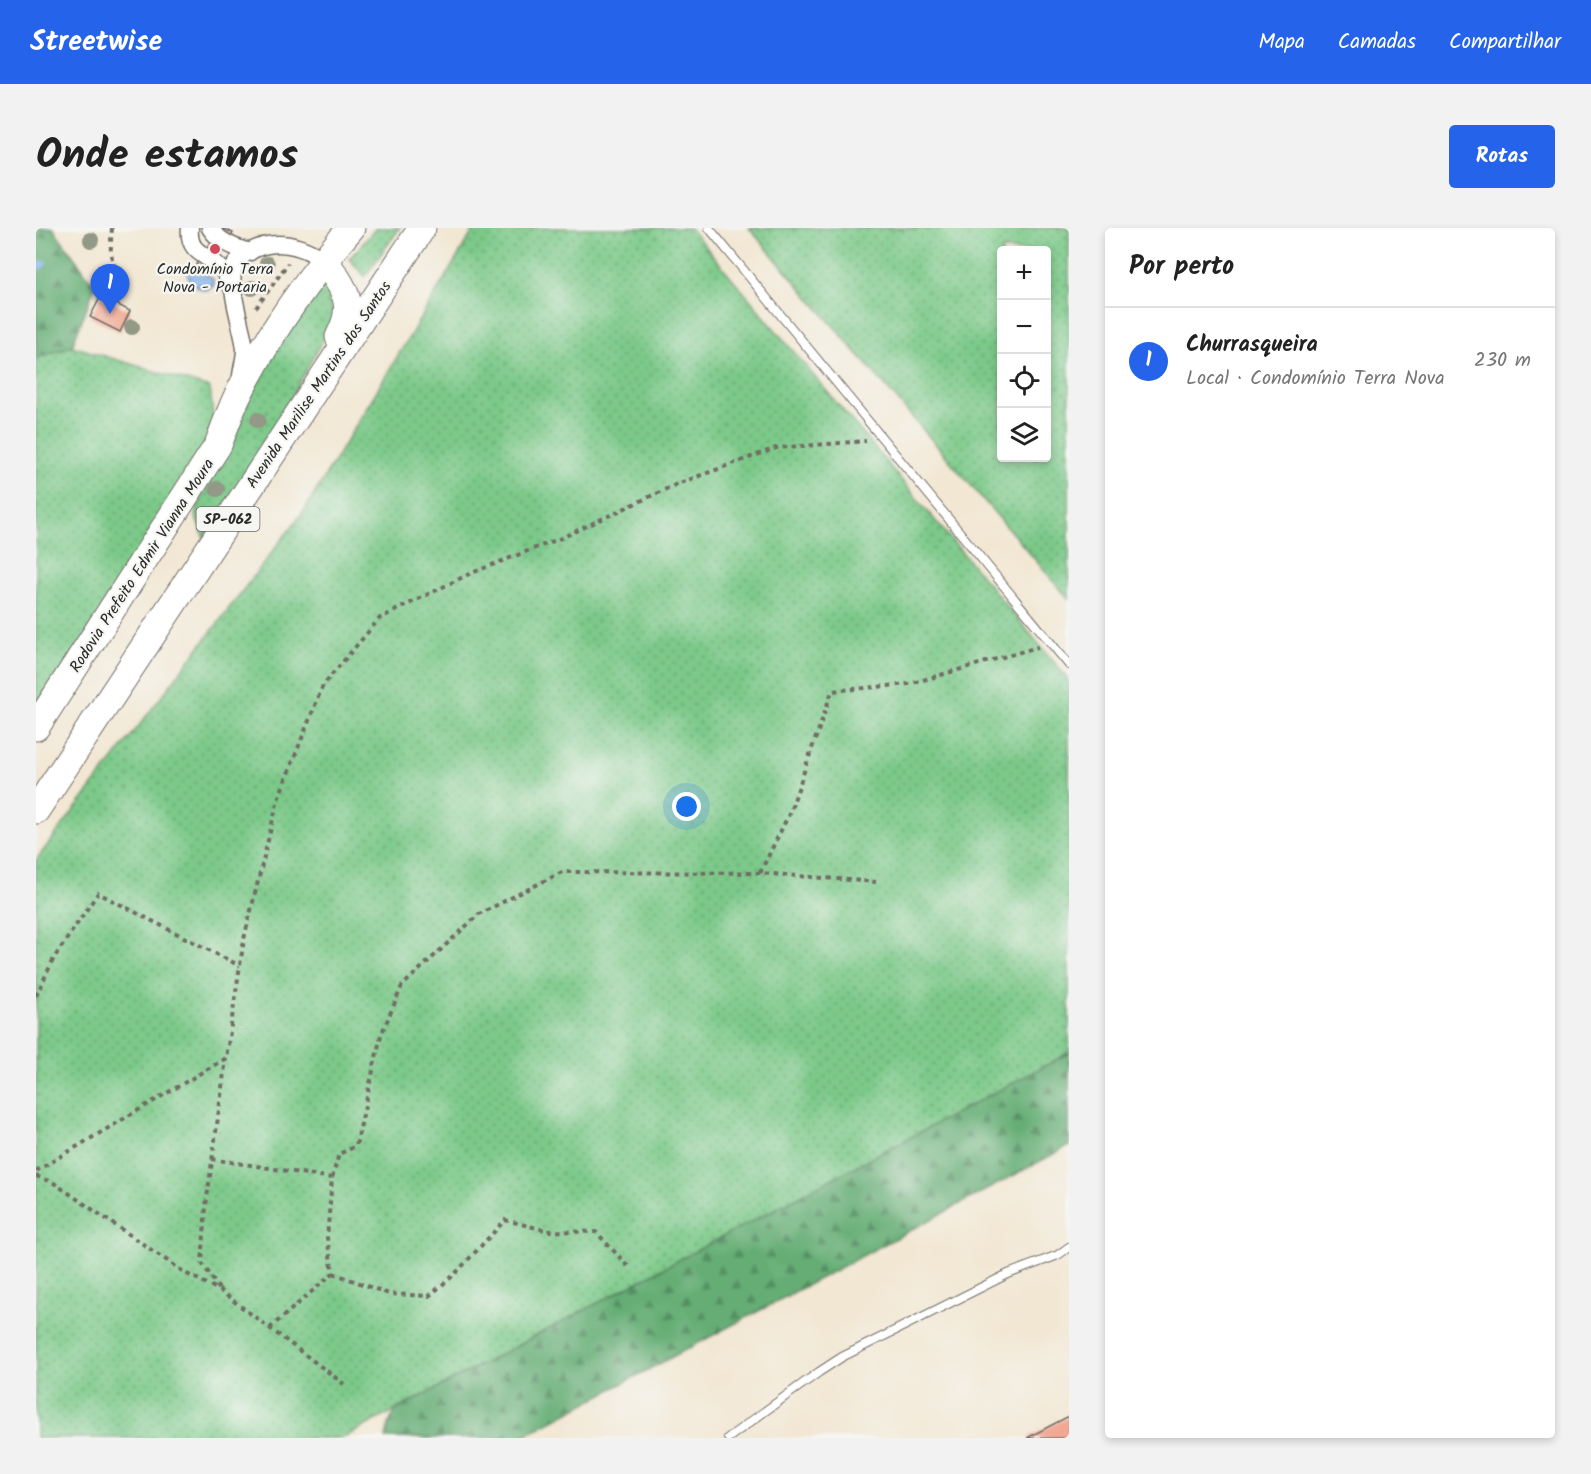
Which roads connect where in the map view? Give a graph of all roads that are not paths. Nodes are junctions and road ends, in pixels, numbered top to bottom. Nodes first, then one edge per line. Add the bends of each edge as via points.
1 (210, 228) edge
2 (351, 228) edge
3 (422, 228) edge
4 (709, 228) edge
5 (189, 232) edge
6 (250, 252) junction
7 (324, 260) junction
8 (234, 291) junction
9 (237, 398) junction
10 (305, 402) junction
11 (1069, 665) edge
12 (36, 727) edge
13 (36, 810) edge
14 (1069, 1247) edge
15 (728, 1438) edge

1 - 6 street via 230,245
2 - 7 main road, SP-062
3 - 10 main road, Avenida Marilise Martins dos Santos / SP-062
4 - 11 lane
5 - 8 street via 192,246 223,270
6 - 7 street via 276,244 300,247
6 - 8 street via 236,261
7 - 9 main road, SP-062 via 276,330
7 - 10 main road via 347,298 348,316
8 - 9 street via 245,352
9 - 12 main road, Rodovia Prefeito Edmir Vianna Moura / SP-062 via 218,445
10 - 13 main road, Avenida Marilise Martins dos Santos / SP-062
14 - 15 lane via 842,1357

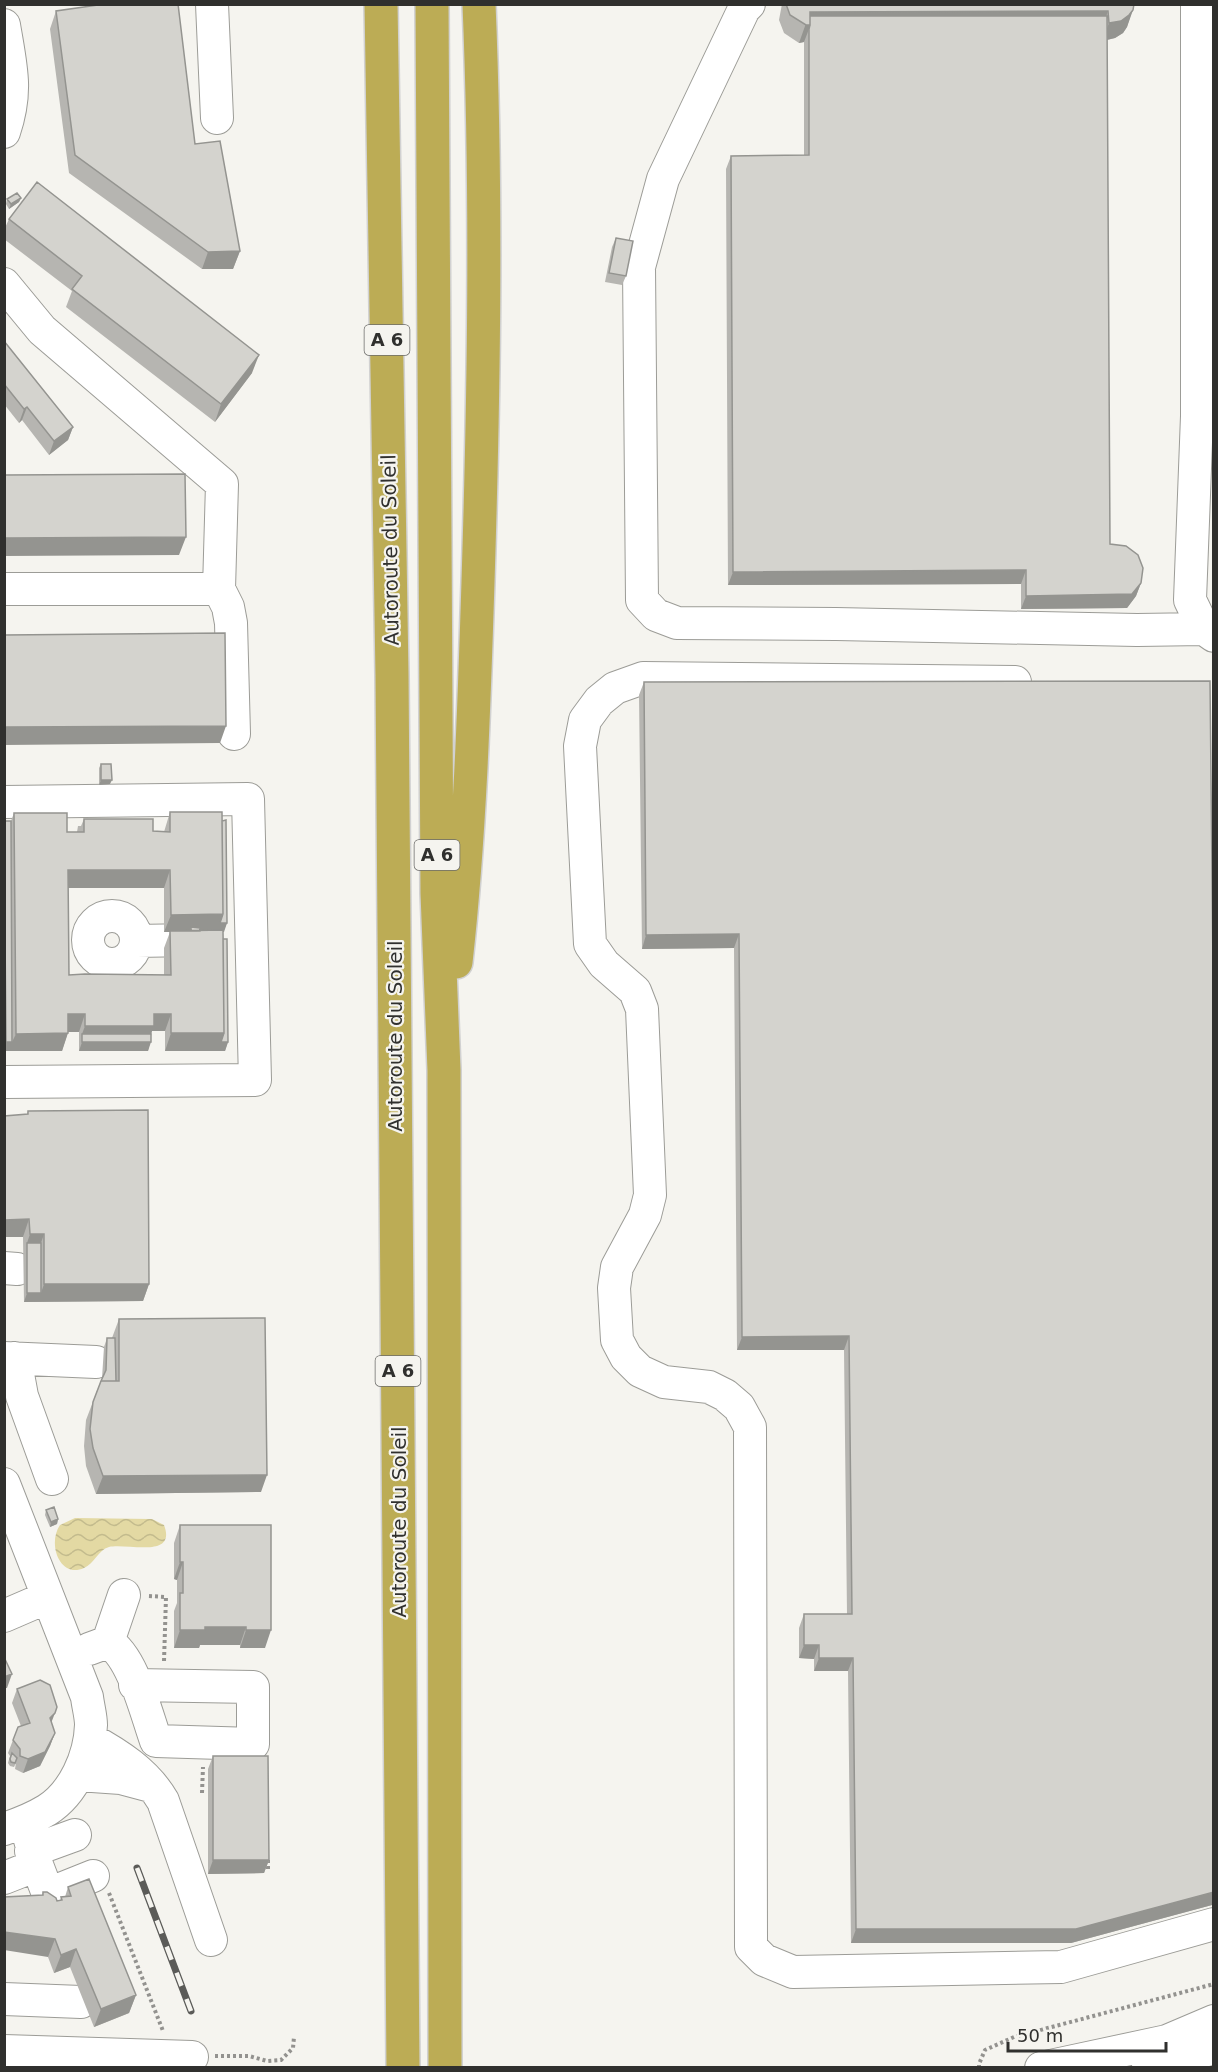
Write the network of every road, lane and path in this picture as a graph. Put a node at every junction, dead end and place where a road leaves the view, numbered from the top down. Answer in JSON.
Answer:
{"nodes":[{"id":1,"x":16,"y":4,"type":"edge"},
{"id":2,"x":212,"y":4,"type":"edge"},
{"id":3,"x":381,"y":4,"type":"edge"},
{"id":4,"x":432,"y":4,"type":"edge"},
{"id":5,"x":479,"y":4,"type":"edge"},
{"id":6,"x":489,"y":4,"type":"edge"},
{"id":7,"x":749,"y":4,"type":"edge"},
{"id":8,"x":1197,"y":4,"type":"edge"},
{"id":9,"x":4,"y":7,"type":"edge"},
{"id":10,"x":4,"y":25,"type":"edge"},
{"id":11,"x":483,"y":106,"type":"junction"},
{"id":12,"x":217,"y":118,"type":"dead end"},
{"id":13,"x":4,"y":132,"type":"edge"},
{"id":14,"x":4,"y":284,"type":"edge"},
{"id":15,"x":4,"y":589,"type":"edge"},
{"id":16,"x":219,"y":589,"type":"junction"},
{"id":17,"x":1209,"y":632,"type":"edge"},
{"id":18,"x":1047,"y":682,"type":"edge"},
{"id":19,"x":234,"y":734,"type":"dead end"},
{"id":20,"x":4,"y":802,"type":"edge"},
{"id":21,"x":250,"y":939,"type":"junction"},
{"id":22,"x":137,"y":941,"type":"dead end"},
{"id":23,"x":444,"y":1070,"type":"junction"},
{"id":24,"x":4,"y":1082,"type":"edge"},
{"id":25,"x":10,"y":1358,"type":"edge"},
{"id":26,"x":96,"y":1362,"type":"dead end"},
{"id":27,"x":52,"y":1479,"type":"dead end"},
{"id":28,"x":4,"y":1484,"type":"edge"},
{"id":29,"x":124,"y":1595,"type":"dead end"},
{"id":30,"x":48,"y":1597,"type":"junction"},
{"id":31,"x":4,"y":1616,"type":"edge"},
{"id":32,"x":108,"y":1642,"type":"junction"},
{"id":33,"x":71,"y":1655,"type":"junction"},
{"id":34,"x":135,"y":1684,"type":"dead end"},
{"id":35,"x":90,"y":1739,"type":"junction"},
{"id":36,"x":203,"y":1757,"type":"dead end"},
{"id":37,"x":78,"y":1775,"type":"junction"},
{"id":38,"x":155,"y":1787,"type":"junction"},
{"id":39,"x":202,"y":1793,"type":"dead end"},
{"id":40,"x":75,"y":1835,"type":"dead end"},
{"id":41,"x":24,"y":1842,"type":"edge"},
{"id":42,"x":268,"y":1858,"type":"edge"},
{"id":43,"x":268,"y":1869,"type":"edge"},
{"id":44,"x":4,"y":1878,"type":"edge"},
{"id":45,"x":99,"y":1880,"type":"joint"},
{"id":46,"x":1214,"y":1924,"type":"edge"},
{"id":47,"x":211,"y":1940,"type":"dead end"},
{"id":48,"x":4,"y":1977,"type":"edge"},
{"id":49,"x":1214,"y":1984,"type":"edge"},
{"id":50,"x":4,"y":1999,"type":"edge"},
{"id":51,"x":1214,"y":2021,"type":"edge"},
{"id":52,"x":164,"y":2034,"type":"dead end"},
{"id":53,"x":294,"y":2037,"type":"dead end"},
{"id":54,"x":1214,"y":2048,"type":"edge"},
{"id":55,"x":4,"y":2051,"type":"edge"},
{"id":56,"x":201,"y":2056,"type":"joint"},
{"id":57,"x":403,"y":2067,"type":"edge"},
{"id":58,"x":445,"y":2067,"type":"edge"},
{"id":59,"x":979,"y":2067,"type":"edge"},
{"id":60,"x":1041,"y":2067,"type":"edge"},
{"id":61,"x":1147,"y":2067,"type":"edge"}],
"edges":[{"from":1,"to":9,"type":"street"},
{"from":2,"to":12,"type":"street"},
{"from":3,"to":57,"type":"highway","name":"Autoroute du Soleil","number":"A 6"},
{"from":4,"to":23,"type":"highway","number":"A 6"},
{"from":5,"to":11,"type":"highway"},
{"from":6,"to":11,"type":"highway"},
{"from":7,"to":17,"type":"street"},
{"from":8,"to":17,"type":"street"},
{"from":10,"to":13,"type":"street"},
{"from":11,"to":23,"type":"highway"},
{"from":14,"to":16,"type":"street"},
{"from":15,"to":16,"type":"street"},
{"from":16,"to":19,"type":"street"},
{"from":18,"to":46,"type":"street"},
{"from":20,"to":21,"type":"street"},
{"from":21,"to":22,"type":"street"},
{"from":21,"to":24,"type":"street"},
{"from":23,"to":58,"type":"highway","number":"A 6"},
{"from":25,"to":26,"type":"street"},
{"from":25,"to":27,"type":"street"},
{"from":28,"to":30,"type":"street"},
{"from":29,"to":32,"type":"street"},
{"from":30,"to":31,"type":"street"},
{"from":30,"to":33,"type":"street"},
{"from":32,"to":33,"type":"street"},
{"from":32,"to":34,"type":"street"},
{"from":33,"to":35,"type":"street"},
{"from":35,"to":37,"type":"street"},
{"from":35,"to":38,"type":"street"},
{"from":36,"to":39,"type":"path"},
{"from":37,"to":38,"type":"street"},
{"from":37,"to":41,"type":"street"},
{"from":38,"to":47,"type":"street"},
{"from":40,"to":41,"type":"street"},
{"from":41,"to":44,"type":"street"},
{"from":41,"to":45,"type":"street"},
{"from":42,"to":43,"type":"path"},
{"from":45,"to":52,"type":"path"},
{"from":48,"to":50,"type":"street"},
{"from":49,"to":59,"type":"path"},
{"from":51,"to":60,"type":"street"},
{"from":53,"to":56,"type":"path"},
{"from":54,"to":61,"type":"street"},
{"from":55,"to":56,"type":"street"}]}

————

§ WORK INSTRUCTION
Please print all the data above word for word. Pictures should not appear in the copy.

§ THE ANSWER
Which roads connect where in the map view? Give a graph of all roads that are not paths. Nodes are junctions and road ends, in pixels, numbered top to bottom. Nodes first, then one edge per line. Add the bends of each edge as via points.
1 (210, 228) edge
2 (351, 228) edge
3 (422, 228) edge
4 (709, 228) edge
5 (189, 232) edge
6 (250, 252) junction
7 (324, 260) junction
8 (234, 291) junction
9 (237, 398) junction
10 (305, 402) junction
11 (1069, 665) edge
12 (36, 727) edge
13 (36, 810) edge
14 (1069, 1247) edge
15 (728, 1438) edge

1 - 6 street via 230,245
2 - 7 main road, SP-062
3 - 10 main road, Avenida Marilise Martins dos Santos / SP-062
4 - 11 lane
5 - 8 street via 192,246 223,270
6 - 7 street via 276,244 300,247
6 - 8 street via 236,261
7 - 9 main road, SP-062 via 276,330
7 - 10 main road via 347,298 348,316
8 - 9 street via 245,352
9 - 12 main road, Rodovia Prefeito Edmir Vianna Moura / SP-062 via 218,445
10 - 13 main road, Avenida Marilise Martins dos Santos / SP-062
14 - 15 lane via 842,1357

Write the network of every road, lane and path in this picture as a graph. Put a node at every junction, dead end and place where a road leaves the view, numbered from the top down. Answer in JSON.
Answer:
{"nodes":[{"id":1,"x":16,"y":4,"type":"edge"},
{"id":2,"x":212,"y":4,"type":"edge"},
{"id":3,"x":381,"y":4,"type":"edge"},
{"id":4,"x":432,"y":4,"type":"edge"},
{"id":5,"x":479,"y":4,"type":"edge"},
{"id":6,"x":489,"y":4,"type":"edge"},
{"id":7,"x":749,"y":4,"type":"edge"},
{"id":8,"x":1197,"y":4,"type":"edge"},
{"id":9,"x":4,"y":7,"type":"edge"},
{"id":10,"x":4,"y":25,"type":"edge"},
{"id":11,"x":483,"y":106,"type":"junction"},
{"id":12,"x":217,"y":118,"type":"dead end"},
{"id":13,"x":4,"y":132,"type":"edge"},
{"id":14,"x":4,"y":284,"type":"edge"},
{"id":15,"x":4,"y":589,"type":"edge"},
{"id":16,"x":219,"y":589,"type":"junction"},
{"id":17,"x":1209,"y":632,"type":"edge"},
{"id":18,"x":1047,"y":682,"type":"edge"},
{"id":19,"x":234,"y":734,"type":"dead end"},
{"id":20,"x":4,"y":802,"type":"edge"},
{"id":21,"x":250,"y":939,"type":"junction"},
{"id":22,"x":137,"y":941,"type":"dead end"},
{"id":23,"x":444,"y":1070,"type":"junction"},
{"id":24,"x":4,"y":1082,"type":"edge"},
{"id":25,"x":10,"y":1358,"type":"edge"},
{"id":26,"x":96,"y":1362,"type":"dead end"},
{"id":27,"x":52,"y":1479,"type":"dead end"},
{"id":28,"x":4,"y":1484,"type":"edge"},
{"id":29,"x":124,"y":1595,"type":"dead end"},
{"id":30,"x":48,"y":1597,"type":"junction"},
{"id":31,"x":4,"y":1616,"type":"edge"},
{"id":32,"x":108,"y":1642,"type":"junction"},
{"id":33,"x":71,"y":1655,"type":"junction"},
{"id":34,"x":135,"y":1684,"type":"dead end"},
{"id":35,"x":90,"y":1739,"type":"junction"},
{"id":36,"x":203,"y":1757,"type":"dead end"},
{"id":37,"x":78,"y":1775,"type":"junction"},
{"id":38,"x":155,"y":1787,"type":"junction"},
{"id":39,"x":202,"y":1793,"type":"dead end"},
{"id":40,"x":75,"y":1835,"type":"dead end"},
{"id":41,"x":24,"y":1842,"type":"edge"},
{"id":42,"x":268,"y":1858,"type":"edge"},
{"id":43,"x":268,"y":1869,"type":"edge"},
{"id":44,"x":4,"y":1878,"type":"edge"},
{"id":45,"x":99,"y":1880,"type":"joint"},
{"id":46,"x":1214,"y":1924,"type":"edge"},
{"id":47,"x":211,"y":1940,"type":"dead end"},
{"id":48,"x":4,"y":1977,"type":"edge"},
{"id":49,"x":1214,"y":1984,"type":"edge"},
{"id":50,"x":4,"y":1999,"type":"edge"},
{"id":51,"x":1214,"y":2021,"type":"edge"},
{"id":52,"x":164,"y":2034,"type":"dead end"},
{"id":53,"x":294,"y":2037,"type":"dead end"},
{"id":54,"x":1214,"y":2048,"type":"edge"},
{"id":55,"x":4,"y":2051,"type":"edge"},
{"id":56,"x":201,"y":2056,"type":"joint"},
{"id":57,"x":403,"y":2067,"type":"edge"},
{"id":58,"x":445,"y":2067,"type":"edge"},
{"id":59,"x":979,"y":2067,"type":"edge"},
{"id":60,"x":1041,"y":2067,"type":"edge"},
{"id":61,"x":1147,"y":2067,"type":"edge"}],
"edges":[{"from":1,"to":9,"type":"street"},
{"from":2,"to":12,"type":"street"},
{"from":3,"to":57,"type":"highway","name":"Autoroute du Soleil","number":"A 6"},
{"from":4,"to":23,"type":"highway","number":"A 6"},
{"from":5,"to":11,"type":"highway"},
{"from":6,"to":11,"type":"highway"},
{"from":7,"to":17,"type":"street"},
{"from":8,"to":17,"type":"street"},
{"from":10,"to":13,"type":"street"},
{"from":11,"to":23,"type":"highway"},
{"from":14,"to":16,"type":"street"},
{"from":15,"to":16,"type":"street"},
{"from":16,"to":19,"type":"street"},
{"from":18,"to":46,"type":"street"},
{"from":20,"to":21,"type":"street"},
{"from":21,"to":22,"type":"street"},
{"from":21,"to":24,"type":"street"},
{"from":23,"to":58,"type":"highway","number":"A 6"},
{"from":25,"to":26,"type":"street"},
{"from":25,"to":27,"type":"street"},
{"from":28,"to":30,"type":"street"},
{"from":29,"to":32,"type":"street"},
{"from":30,"to":31,"type":"street"},
{"from":30,"to":33,"type":"street"},
{"from":32,"to":33,"type":"street"},
{"from":32,"to":34,"type":"street"},
{"from":33,"to":35,"type":"street"},
{"from":35,"to":37,"type":"street"},
{"from":35,"to":38,"type":"street"},
{"from":36,"to":39,"type":"path"},
{"from":37,"to":38,"type":"street"},
{"from":37,"to":41,"type":"street"},
{"from":38,"to":47,"type":"street"},
{"from":40,"to":41,"type":"street"},
{"from":41,"to":44,"type":"street"},
{"from":41,"to":45,"type":"street"},
{"from":42,"to":43,"type":"path"},
{"from":45,"to":52,"type":"path"},
{"from":48,"to":50,"type":"street"},
{"from":49,"to":59,"type":"path"},
{"from":51,"to":60,"type":"street"},
{"from":53,"to":56,"type":"path"},
{"from":54,"to":61,"type":"street"},
{"from":55,"to":56,"type":"street"}]}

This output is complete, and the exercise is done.